◆ **WHAT IS NEEDED**: Each record must come back unchanged in your answer, stripped of its images.
'''
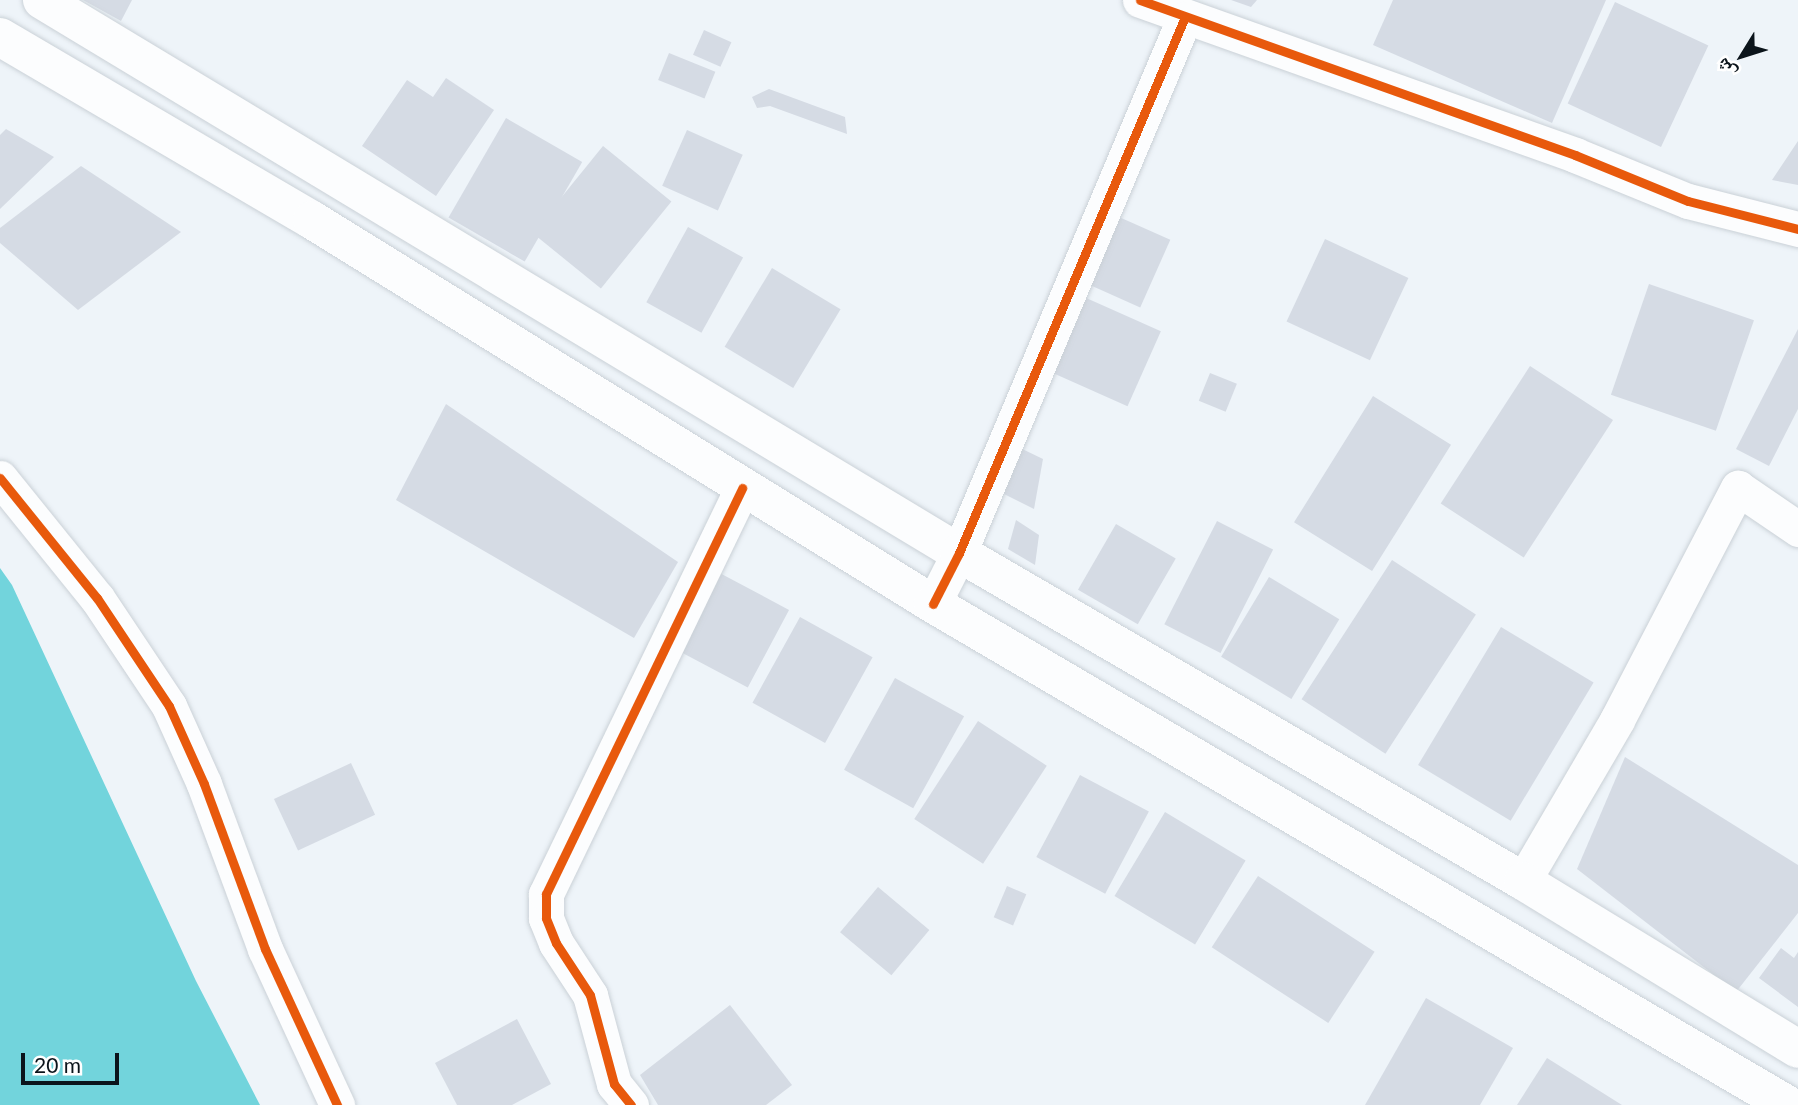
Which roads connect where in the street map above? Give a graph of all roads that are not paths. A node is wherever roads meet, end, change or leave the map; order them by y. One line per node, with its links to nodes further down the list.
1 (42, 0): 9 (main road)
2 (1140, 0): 3 (street)
3 (1184, 19): 5 (street); 9 (street)
4 (0, 37): 7 (main road)
5 (1798, 229)
6 (0, 478): 13 (street)
7 (742, 488): 10 (main road); 14 (street)
8 (1798, 529): 11 (street)
9 (959, 553): 10 (street); 11 (main road)
10 (933, 604): 15 (main road)
11 (1523, 881): 12 (main road)
12 (1798, 1049)
13 (337, 1105)
14 (631, 1105)
15 (1788, 1105)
'''
◆ **EXERCISE ANSWER**:
Which roads connect where in the street map above? Give a graph of all roads that are not paths. A node is wherever roads meet, end, change or leave the map; order them by y. One line per node, with its links to nodes further down the list.
1 (42, 0): 9 (main road)
2 (1140, 0): 3 (street)
3 (1184, 19): 5 (street); 9 (street)
4 (0, 37): 7 (main road)
5 (1798, 229)
6 (0, 478): 13 (street)
7 (742, 488): 10 (main road); 14 (street)
8 (1798, 529): 11 (street)
9 (959, 553): 10 (street); 11 (main road)
10 (933, 604): 15 (main road)
11 (1523, 881): 12 (main road)
12 (1798, 1049)
13 (337, 1105)
14 (631, 1105)
15 (1788, 1105)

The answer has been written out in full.